**Data under study:**
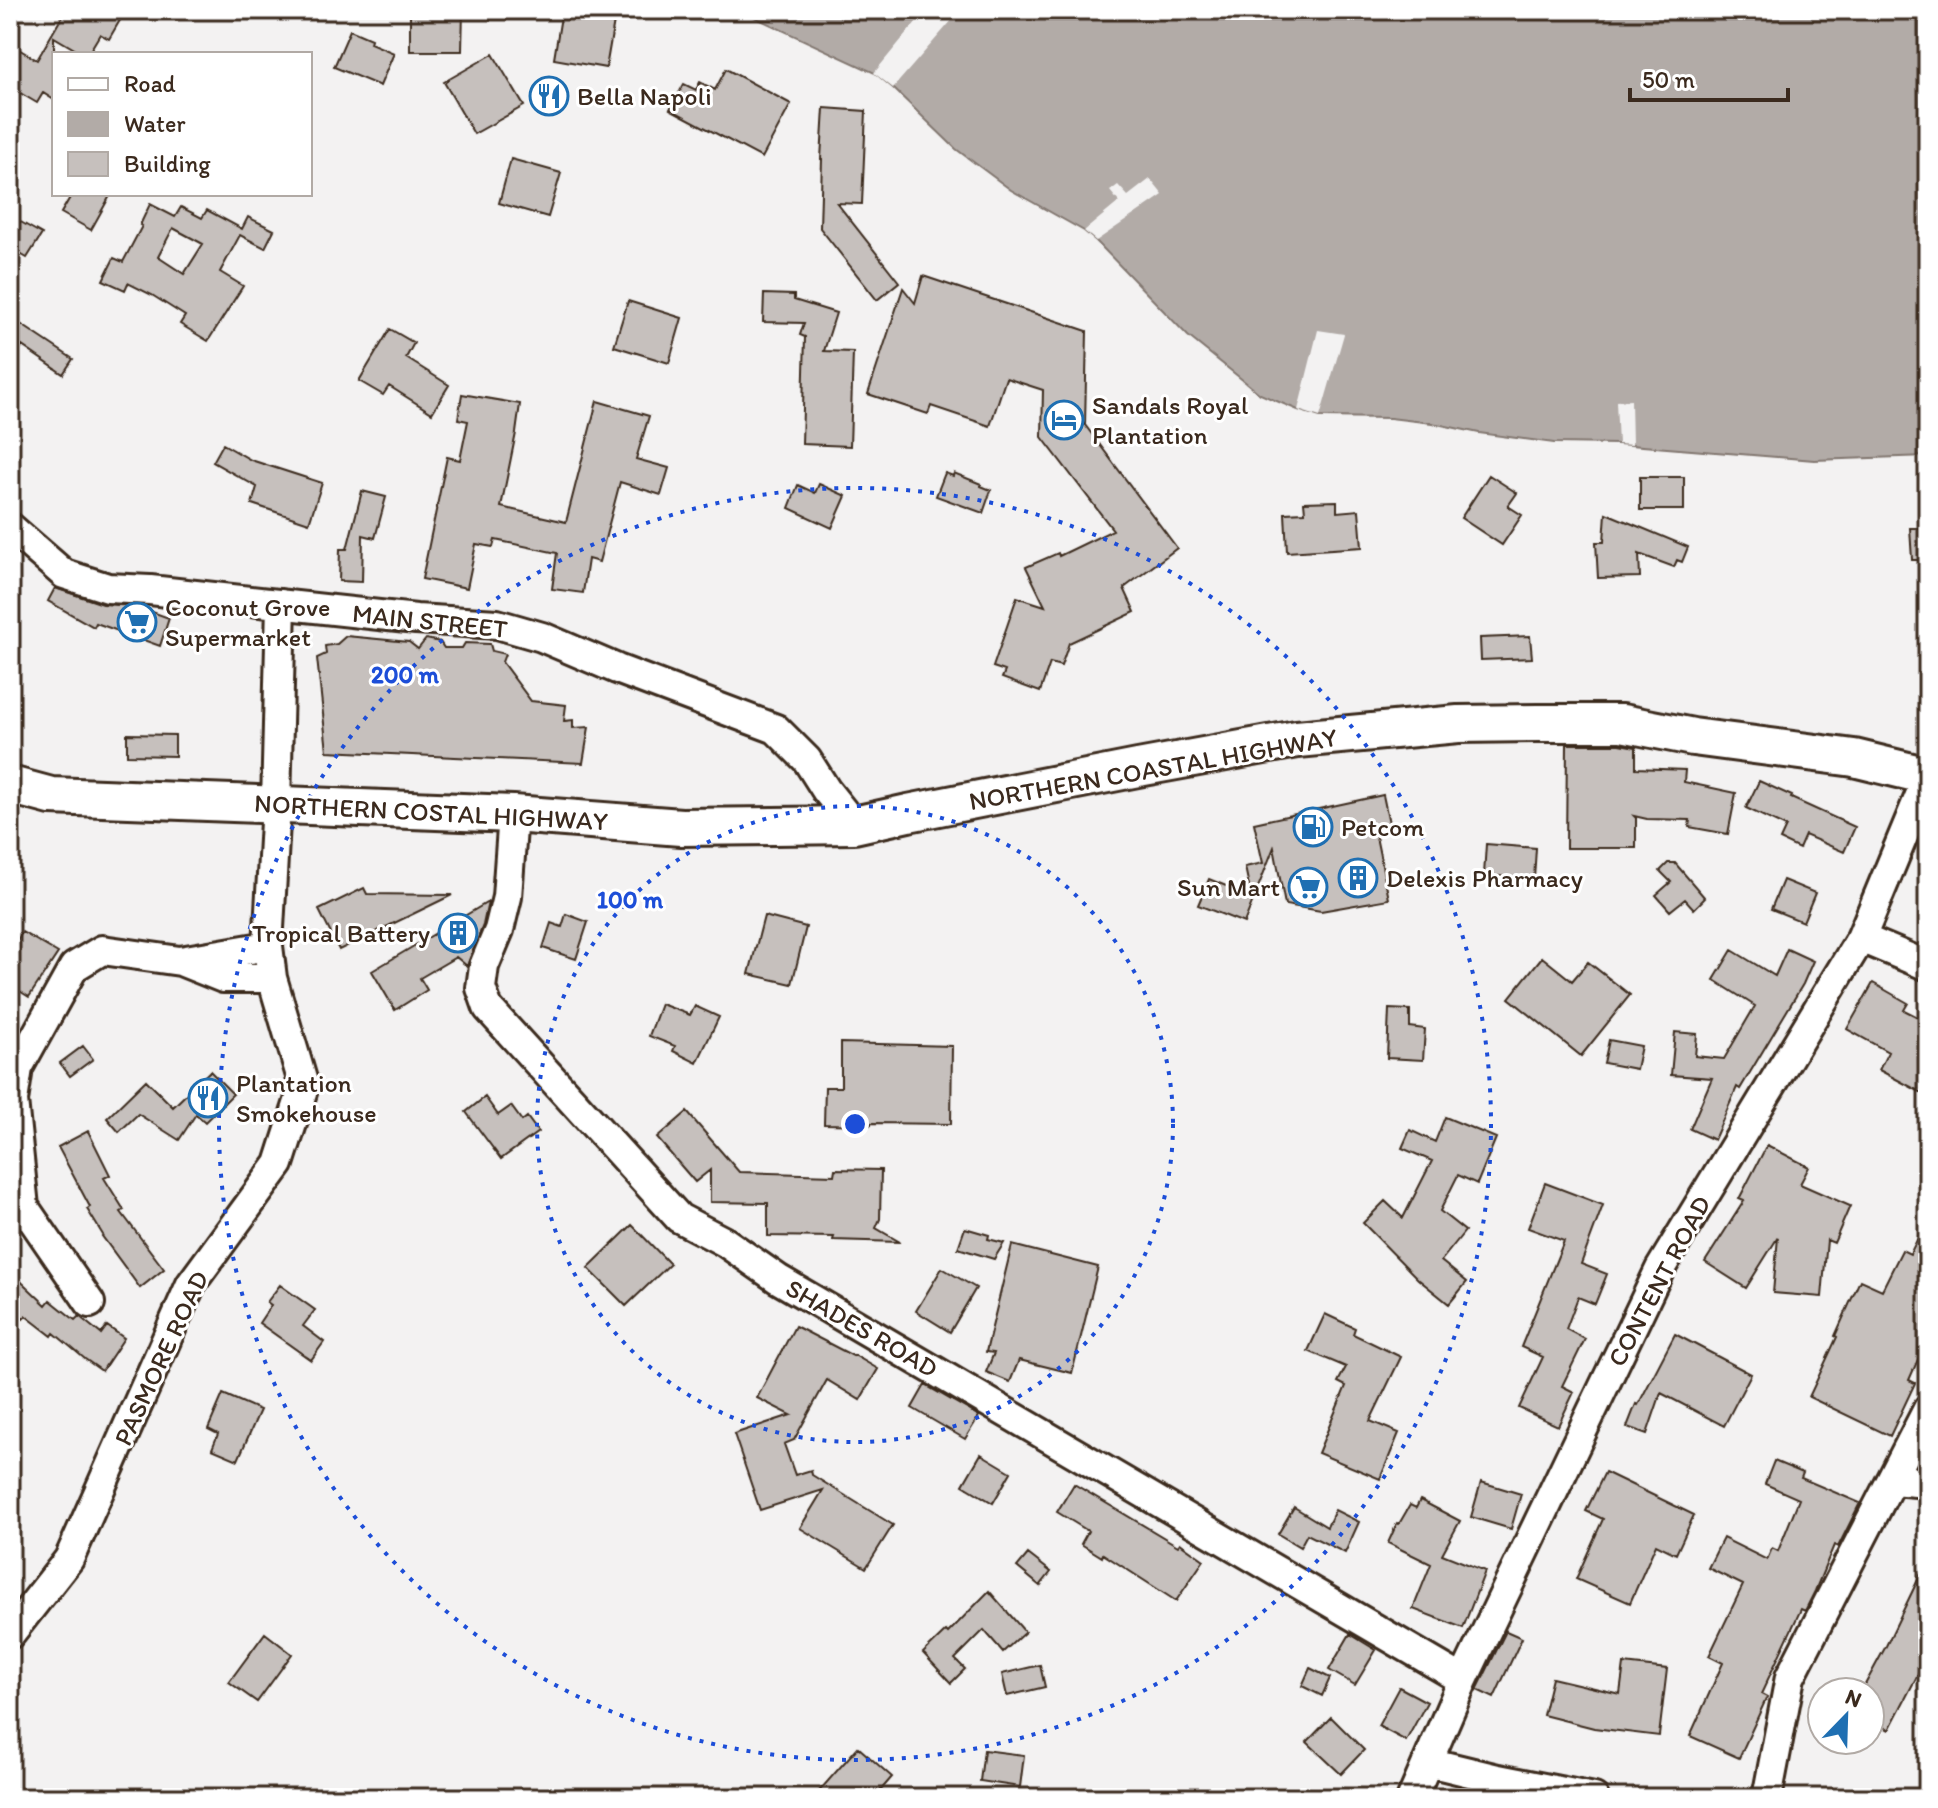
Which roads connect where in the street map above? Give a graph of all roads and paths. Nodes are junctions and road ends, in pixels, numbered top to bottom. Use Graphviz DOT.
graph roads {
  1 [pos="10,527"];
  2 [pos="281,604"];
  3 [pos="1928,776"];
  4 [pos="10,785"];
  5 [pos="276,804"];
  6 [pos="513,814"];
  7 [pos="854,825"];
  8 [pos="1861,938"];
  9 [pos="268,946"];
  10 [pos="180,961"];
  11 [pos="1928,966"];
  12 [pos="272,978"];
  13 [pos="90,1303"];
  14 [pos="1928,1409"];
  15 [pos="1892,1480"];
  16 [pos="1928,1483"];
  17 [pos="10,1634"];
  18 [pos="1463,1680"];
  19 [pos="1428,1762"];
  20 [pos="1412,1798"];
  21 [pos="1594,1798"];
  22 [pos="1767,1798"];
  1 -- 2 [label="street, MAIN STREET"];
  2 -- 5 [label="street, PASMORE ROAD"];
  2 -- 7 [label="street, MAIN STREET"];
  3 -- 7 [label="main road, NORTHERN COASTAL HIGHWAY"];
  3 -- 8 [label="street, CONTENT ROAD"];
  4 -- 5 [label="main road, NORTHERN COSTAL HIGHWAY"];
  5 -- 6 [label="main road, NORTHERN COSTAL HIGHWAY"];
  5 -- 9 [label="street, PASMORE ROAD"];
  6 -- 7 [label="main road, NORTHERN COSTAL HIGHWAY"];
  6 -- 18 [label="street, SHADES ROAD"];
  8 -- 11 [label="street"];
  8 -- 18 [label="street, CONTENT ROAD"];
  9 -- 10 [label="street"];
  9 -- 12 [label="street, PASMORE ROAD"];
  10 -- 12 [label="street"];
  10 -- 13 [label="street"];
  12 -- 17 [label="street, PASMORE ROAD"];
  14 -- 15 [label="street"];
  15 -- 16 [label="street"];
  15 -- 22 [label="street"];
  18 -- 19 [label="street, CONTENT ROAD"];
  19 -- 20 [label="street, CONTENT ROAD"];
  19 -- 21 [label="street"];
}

**Work request:** Strip the images and return the remaining data exactly.

**Answer space:**
Which roads connect where in the street map above? Give a graph of all roads and paths. Nodes are junctions and road ends, in pixels, numbered top to bottom. Use Graphviz DOT.
graph roads {
  1 [pos="10,527"];
  2 [pos="281,604"];
  3 [pos="1928,776"];
  4 [pos="10,785"];
  5 [pos="276,804"];
  6 [pos="513,814"];
  7 [pos="854,825"];
  8 [pos="1861,938"];
  9 [pos="268,946"];
  10 [pos="180,961"];
  11 [pos="1928,966"];
  12 [pos="272,978"];
  13 [pos="90,1303"];
  14 [pos="1928,1409"];
  15 [pos="1892,1480"];
  16 [pos="1928,1483"];
  17 [pos="10,1634"];
  18 [pos="1463,1680"];
  19 [pos="1428,1762"];
  20 [pos="1412,1798"];
  21 [pos="1594,1798"];
  22 [pos="1767,1798"];
  1 -- 2 [label="street, MAIN STREET"];
  2 -- 5 [label="street, PASMORE ROAD"];
  2 -- 7 [label="street, MAIN STREET"];
  3 -- 7 [label="main road, NORTHERN COASTAL HIGHWAY"];
  3 -- 8 [label="street, CONTENT ROAD"];
  4 -- 5 [label="main road, NORTHERN COSTAL HIGHWAY"];
  5 -- 6 [label="main road, NORTHERN COSTAL HIGHWAY"];
  5 -- 9 [label="street, PASMORE ROAD"];
  6 -- 7 [label="main road, NORTHERN COSTAL HIGHWAY"];
  6 -- 18 [label="street, SHADES ROAD"];
  8 -- 11 [label="street"];
  8 -- 18 [label="street, CONTENT ROAD"];
  9 -- 10 [label="street"];
  9 -- 12 [label="street, PASMORE ROAD"];
  10 -- 12 [label="street"];
  10 -- 13 [label="street"];
  12 -- 17 [label="street, PASMORE ROAD"];
  14 -- 15 [label="street"];
  15 -- 16 [label="street"];
  15 -- 22 [label="street"];
  18 -- 19 [label="street, CONTENT ROAD"];
  19 -- 20 [label="street, CONTENT ROAD"];
  19 -- 21 [label="street"];
}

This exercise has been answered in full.